Texte: Paul Labonne

Héritier d'une longue tradition qui remonte au Moyen Âge, Guido Nincheri a transformé des milliers de parcelles de verre antique soufflé à la main en autant de vitraux originaux. Considéré comme l'un des principaux maîtres verriers du Canada, il à reçu de nombreuses distinctions. Le 6 avril 1933, le pape Pie-XI le décorait Chevalier-Commandeur de l'ordre de Saint-Sylvestre et le reconnaissait ainsi comme l'un des plus grands artistes de l'Église.

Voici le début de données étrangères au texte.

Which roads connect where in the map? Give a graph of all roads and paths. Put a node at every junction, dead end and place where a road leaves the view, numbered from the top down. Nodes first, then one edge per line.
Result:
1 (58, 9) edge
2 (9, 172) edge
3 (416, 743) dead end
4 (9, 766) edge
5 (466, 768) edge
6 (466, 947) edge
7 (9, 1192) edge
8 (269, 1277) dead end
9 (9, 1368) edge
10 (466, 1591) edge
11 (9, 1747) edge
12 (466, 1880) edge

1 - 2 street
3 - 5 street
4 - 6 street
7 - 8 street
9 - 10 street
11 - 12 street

En 1972, il était fait Chevalier de la République par le gouvernement de son pays d'origine, l'Italie. Vingt ans plus tard, il était nommé Bâtisseur de la ville de Montréal, à titre posthume.

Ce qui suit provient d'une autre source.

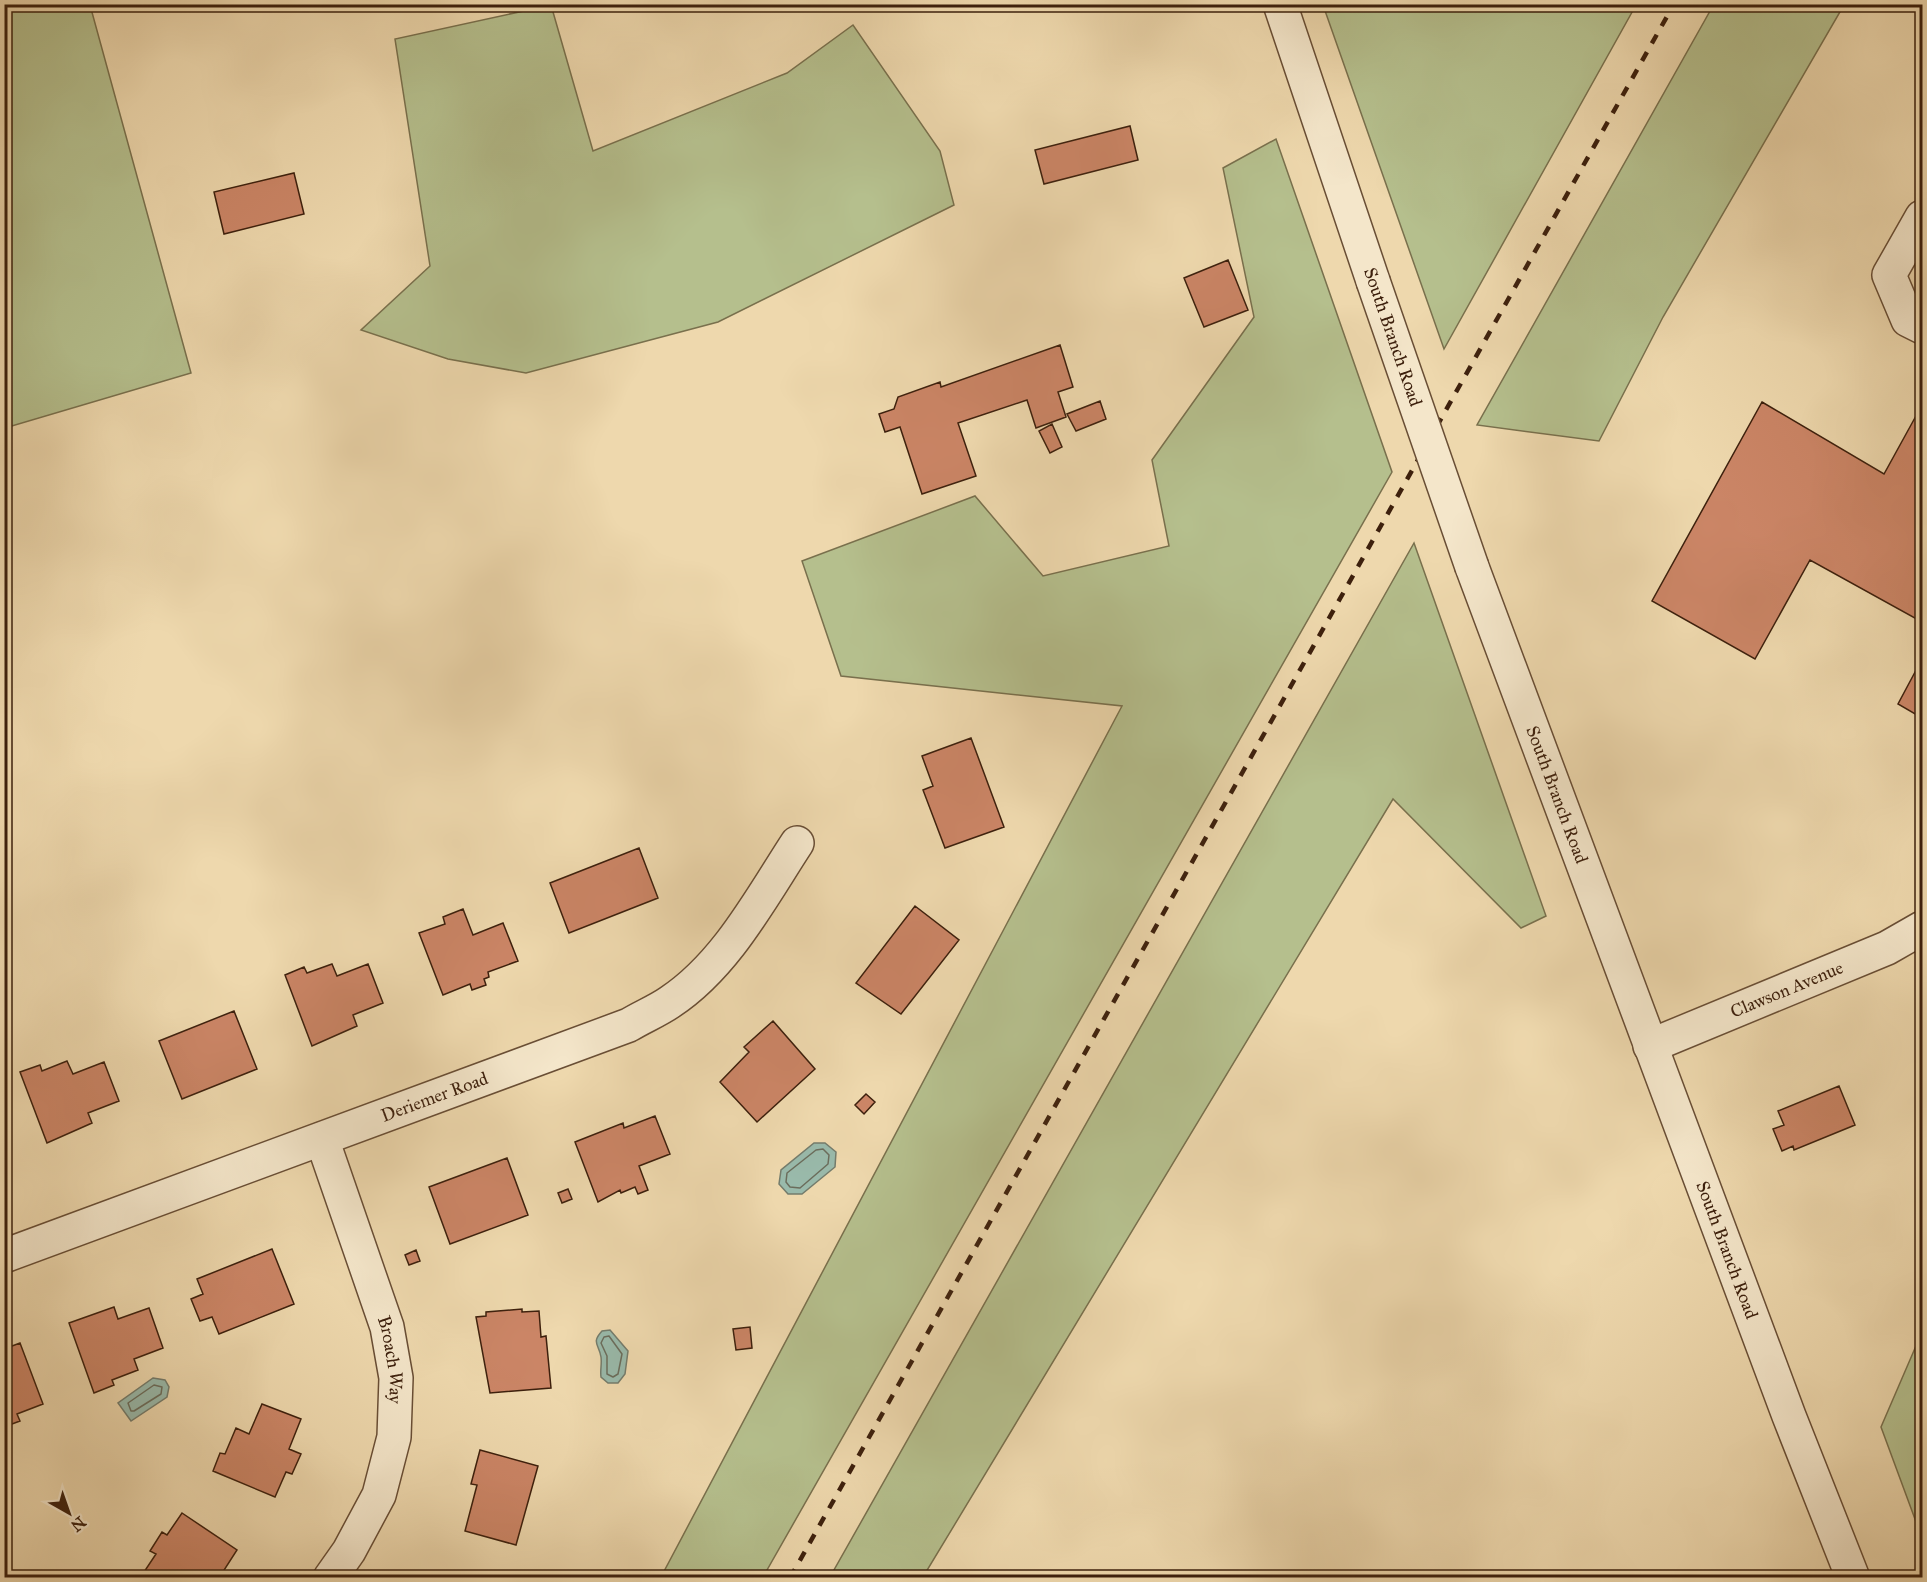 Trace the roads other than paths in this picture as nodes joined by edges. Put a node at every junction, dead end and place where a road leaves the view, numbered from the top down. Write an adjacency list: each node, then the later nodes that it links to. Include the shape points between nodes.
1 (1280, 4): 6 (street, South Branch Road, bridge, via 1472,567)
2 (1923, 217): 3 (street, via 1889,275 1908,320)
3 (1923, 327)
4 (797, 843): 7 (street, Deriemer Road, via 742,927 708,969 671,1002 629,1025)
5 (1923, 928): 6 (street, Clawson Avenue, via 1887,948)
6 (1650, 1046): 10 (street, South Branch Road)
7 (322, 1139): 8 (street, Deriemer Road); 9 (street, Broach Way, via 387,1327 396,1378 394,1437 379,1495)
8 (4, 1256)
9 (330, 1578)
10 (1853, 1578)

MAÎTRE VERRIER ET FRESQUISTE

Originaire de Prato, ville située en Toscane et renommée pour la qualité de ses textiles, Guido Nincheri étudie pendant douze ans le dessin, la peinture et l'architecture à l'Académie des Beaux-Arts de Florence. Le maître Adolfo De Carolis lui enseigne également la technique de la fresque.

En 1914, Nincheri s'embarque pour l'Argentine en compagnie de sa nouvelle épouse Giulia, à l'invitation de quelques-uns de ses confrères de classe. Le déclenchement de la Première Guerre mondiale force toutefois les Nincheri à séjourner à Boston, leur première escale, où Guido obtient un contrat de création de décors pour l'opéra de cette ville. Six mois plus tard, le couple immigre à Montréal.

Surnommée la ville aux cent clochers, la métropole canadienne est en plein essor et de nombreuses paroisses catholiques, surtout le fait des Canadiens français, sont érigées. Les artistes et artisans européens sont alors très prisés.

Nincheri décroche un premier contrat pour la décoration intérieure de l'église Saint-Viateur d'Outremont. Il assiste aussi le verrier Henri Perdriau (Angers, 1877 - Montréal, 1950) en réalisant les cartons des vitraux des transepts qui ont pour thèmes le dogme de l'Immaculée-Conception (transept gauche) et le Congrès eucharistique de Montréal, tenu en 1910 (transept droit). Il semble que ce soit Perdriau qui l'initie à l'Art du vitrail.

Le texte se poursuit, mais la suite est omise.